THE INPUT:

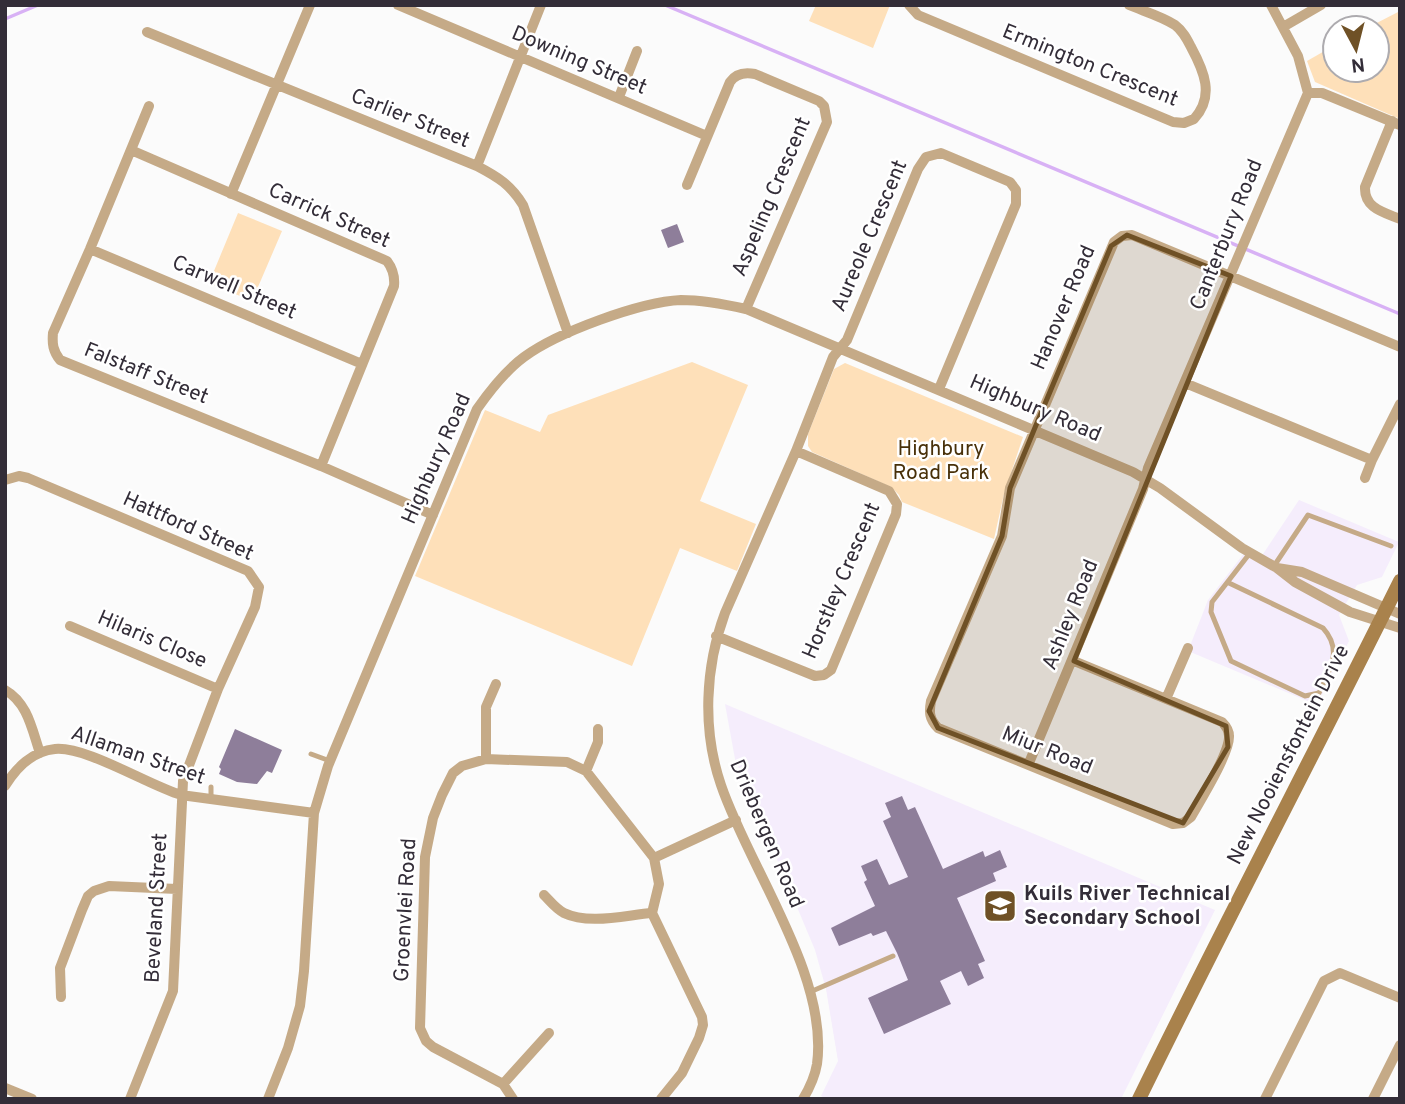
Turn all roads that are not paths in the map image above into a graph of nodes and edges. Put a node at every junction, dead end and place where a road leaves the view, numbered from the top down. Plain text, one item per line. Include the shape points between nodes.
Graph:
1 (310, 5) edge
2 (398, 5) edge
3 (541, 5) edge
4 (909, 5) edge
5 (1129, 5) edge
6 (1271, 5) edge
7 (1321, 5) edge
8 (1283, 27) junction
9 (147, 32) dead end
10 (638, 51) dead end
11 (519, 56) junction
12 (275, 86) junction
13 (1308, 93) junction
14 (619, 97) junction
15 (149, 106) dead end
16 (1396, 123) edge
17 (707, 136) junction
18 (131, 150) junction
19 (477, 166) junction
20 (687, 185) dead end
21 (231, 194) junction
22 (1400, 219) edge
23 (90, 249) junction
24 (1231, 276) junction
25 (746, 309) junction
26 (568, 332) junction
27 (1400, 347) edge
28 (839, 349) junction
29 (362, 364) junction
30 (1185, 383) junction
31 (939, 389) junction
32 (1400, 404) edge
33 (1034, 430) junction
34 (796, 451) junction
35 (1372, 460) junction
36 (320, 466) junction
37 (1365, 478) dead end
38 (1145, 479) junction
39 (5, 480) edge
40 (433, 515) junction
41 (1391, 546) dead end
42 (1250, 553) junction
43 (1275, 567) junction
44 (1400, 581) edge
45 (1229, 583) junction
46 (1393, 611) edge
47 (1379, 622) junction
48 (70, 626) dead end
49 (1400, 628) edge
50 (716, 636) junction
51 (1188, 648) dead end
52 (1074, 661) junction
53 (496, 684) dead end
54 (218, 689) junction
55 (5, 690) edge
56 (1167, 699) junction
57 (598, 729) dead end
58 (40, 753) junction
59 (312, 754) dead end
60 (486, 759) junction
61 (330, 761) junction
62 (1029, 764) junction
63 (586, 771) junction
64 (5, 786) edge
65 (211, 787) dead end
66 (181, 795) junction
67 (211, 800) junction
68 (314, 813) junction
69 (736, 820) junction
70 (654, 858) junction
71 (177, 889) junction
72 (544, 895) dead end
73 (652, 913) junction
74 (893, 956) dead end
75 (810, 992) junction
76 (61, 997) dead end
77 (1400, 998) edge
78 (549, 1033) dead end
79 (1400, 1045) edge
80 (503, 1084) junction
81 (5, 1088) edge
82 (32, 1099) edge
83 (130, 1099) edge
84 (268, 1099) edge
85 (513, 1099) edge
86 (661, 1099) edge
87 (803, 1099) edge
88 (1139, 1099) edge
89 (1265, 1099) edge
90 (1373, 1099) edge

1 - 12 street
2 - 11 street, Downing Street
3 - 11 street
4 - 5 street, Ermington Crescent via 918,15 1173,122 1184,124 1194,119 1206,81 1185,36 1175,26
6 - 8 street
7 - 8 street
8 - 13 street via 1298,56
9 - 12 street, Carlier Street
10 - 14 street
11 - 14 street, Downing Street
11 - 19 street
12 - 19 street, Carlier Street
12 - 21 street
13 - 16 street via 1322,93
13 - 24 street, Canterbury Road
14 - 17 street, Downing Street
15 - 18 street, Falstaff Street
16 - 22 street via 1365,194 1372,207
17 - 20 street, Aspeling Crescent
17 - 25 street, Aspeling Crescent via 730,82 746,73 819,101 826,112 825,127
18 - 21 street, Carrick Street
18 - 23 street, Falstaff Street
19 - 26 street, Carlier Street via 503,180 519,198
21 - 29 street, Carrick Street via 387,261 394,272 394,286
23 - 29 street, Carwell Street
23 - 36 street, Falstaff Street via 53,333 60,360
24 - 27 street
24 - 30 street, Canterbury Road
24 - 33 street, Hanover Road via 1132,235 1117,239
25 - 26 street, Highbury Road via 697,300 660,303
25 - 28 street, Highbury Road
26 - 40 street, Highbury Road via 524,356 491,389 477,409
28 - 31 street, Highbury Road
28 - 31 street, Aureole Crescent via 918,169 926,157 941,153 1010,182 1017,195
28 - 34 street, Driebergen Road
29 - 36 street, Carrick Street
30 - 35 street
30 - 38 street, Canterbury Road
31 - 33 street, Highbury Road
32 - 35 street
33 - 38 street, Highbury Road
33 - 62 street, Miur Road via 1010,488 1002,536 929,711 938,727
34 - 50 street, Driebergen Road
34 - 50 street, Horstley Crescent via 889,491 897,504 831,670 815,676
35 - 37 street
36 - 40 street, Falstaff Street
38 - 42 street, Highbury Road
38 - 52 street, Ashley Road
39 - 54 street, Hattford Street via 29,478 248,571 259,587 258,596
40 - 61 street, Highbury Road
41 - 43 lane via 1308,515
42 - 43 street, Highbury Road
42 - 45 lane
43 - 46 street, Highbury Road via 1302,572
43 - 47 street, Highbury Road via 1350,612
44 - 46 street, New Nooiensfontein Drive
45 - 45 lane via 1327,632 1335,654 1319,693 1305,696 1231,661 1211,612 1212,602
46 - 47 street, New Nooiensfontein Drive
47 - 49 street, Highbury Road
47 - 88 street, New Nooiensfontein Drive
48 - 54 street, Hilaris Close
50 - 69 street, Driebergen Road via 709,697 712,751
51 - 56 street
52 - 56 street, Miur Road
52 - 62 street, Ashley Road
53 - 60 street via 486,707
54 - 66 street, Hattford Street
55 - 58 street via 23,706
56 - 62 street, Miur Road via 1222,722 1229,732 1228,747 1191,817 1183,823 1173,824
57 - 63 street via 598,742
58 - 64 street, Allaman Street via 23,763
58 - 66 street, Allaman Street via 74,750
59 - 61 lane
60 - 63 street, Groenvlei Road via 567,762
60 - 80 street, Groenvlei Road via 453,773 433,818 425,857 420,1028 433,1047
61 - 68 street, Highbury Road
63 - 70 street
65 - 67 lane
66 - 67 street, Allaman Street
66 - 71 street, Beveland Street
67 - 68 street, Allaman Street
68 - 84 street, Highbury Road via 300,1006
69 - 70 street
69 - 75 street, Driebergen Road
70 - 73 street via 659,884
71 - 76 street via 109,886 88,896 60,968
71 - 83 street, Beveland Street via 173,991
72 - 73 street via 558,909 575,916
73 - 86 street via 703,1025 682,1073
74 - 75 lane
75 - 87 street, Driebergen Road via 817,1027 817,1068
77 - 89 street via 1340,973 1324,981
78 - 80 street
79 - 90 street
80 - 85 street, Groenvlei Road
81 - 82 street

YOUR GOAL: The string "Ashley" appears on how many lines of the records? State the number alone.

EXERCISE OUTPUT: 2